━━━━━ EXTRACTED MATERIAL

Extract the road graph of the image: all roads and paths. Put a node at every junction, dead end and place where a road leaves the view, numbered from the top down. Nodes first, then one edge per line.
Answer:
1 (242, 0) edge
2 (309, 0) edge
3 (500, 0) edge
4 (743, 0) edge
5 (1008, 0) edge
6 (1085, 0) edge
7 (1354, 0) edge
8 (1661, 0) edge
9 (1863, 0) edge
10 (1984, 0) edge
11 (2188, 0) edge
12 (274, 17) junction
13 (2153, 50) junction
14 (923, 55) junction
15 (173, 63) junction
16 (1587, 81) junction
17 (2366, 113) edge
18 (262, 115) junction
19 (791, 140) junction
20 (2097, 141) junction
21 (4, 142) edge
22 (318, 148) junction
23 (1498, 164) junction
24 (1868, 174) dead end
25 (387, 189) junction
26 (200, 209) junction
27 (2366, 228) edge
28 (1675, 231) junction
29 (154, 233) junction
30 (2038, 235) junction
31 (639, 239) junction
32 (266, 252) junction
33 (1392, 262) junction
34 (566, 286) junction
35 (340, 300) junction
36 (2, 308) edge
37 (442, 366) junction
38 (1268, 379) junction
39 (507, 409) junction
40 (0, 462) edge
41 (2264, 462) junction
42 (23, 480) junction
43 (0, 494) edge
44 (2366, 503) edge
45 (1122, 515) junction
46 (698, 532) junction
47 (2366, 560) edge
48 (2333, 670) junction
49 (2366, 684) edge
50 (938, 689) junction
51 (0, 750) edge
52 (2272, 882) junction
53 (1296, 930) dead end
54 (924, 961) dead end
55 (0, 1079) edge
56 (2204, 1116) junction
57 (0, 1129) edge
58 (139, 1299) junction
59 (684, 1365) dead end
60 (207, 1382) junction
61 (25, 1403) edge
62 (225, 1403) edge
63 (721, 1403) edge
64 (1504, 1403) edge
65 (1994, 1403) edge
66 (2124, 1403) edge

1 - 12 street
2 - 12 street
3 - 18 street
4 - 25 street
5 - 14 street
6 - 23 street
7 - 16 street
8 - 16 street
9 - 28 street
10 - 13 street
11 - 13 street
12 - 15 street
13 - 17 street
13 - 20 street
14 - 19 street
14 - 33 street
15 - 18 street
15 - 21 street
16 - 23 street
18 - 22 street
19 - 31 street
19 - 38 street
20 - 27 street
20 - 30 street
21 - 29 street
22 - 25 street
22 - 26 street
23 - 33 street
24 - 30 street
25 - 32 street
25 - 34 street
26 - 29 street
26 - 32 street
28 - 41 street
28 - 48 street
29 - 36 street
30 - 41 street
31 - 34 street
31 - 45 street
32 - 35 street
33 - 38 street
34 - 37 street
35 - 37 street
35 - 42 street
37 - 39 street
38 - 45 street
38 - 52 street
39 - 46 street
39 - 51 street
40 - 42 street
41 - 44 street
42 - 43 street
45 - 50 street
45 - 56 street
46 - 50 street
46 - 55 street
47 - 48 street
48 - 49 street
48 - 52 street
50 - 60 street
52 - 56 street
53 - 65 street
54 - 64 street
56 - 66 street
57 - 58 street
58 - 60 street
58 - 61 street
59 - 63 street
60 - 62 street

━━━━━━━━━━

Return a copy of each line in the entries that contains "dead".

• [SOLUTION TO THE PROBLEM]:
Extract the road graph of the image: all roads and paths. Put a node at every junction, dead end and place where a road leaves the view, numbered from the top down. Nodes first, then one edge per line.
24 (1868, 174) dead end
53 (1296, 930) dead end
54 (924, 961) dead end
59 (684, 1365) dead end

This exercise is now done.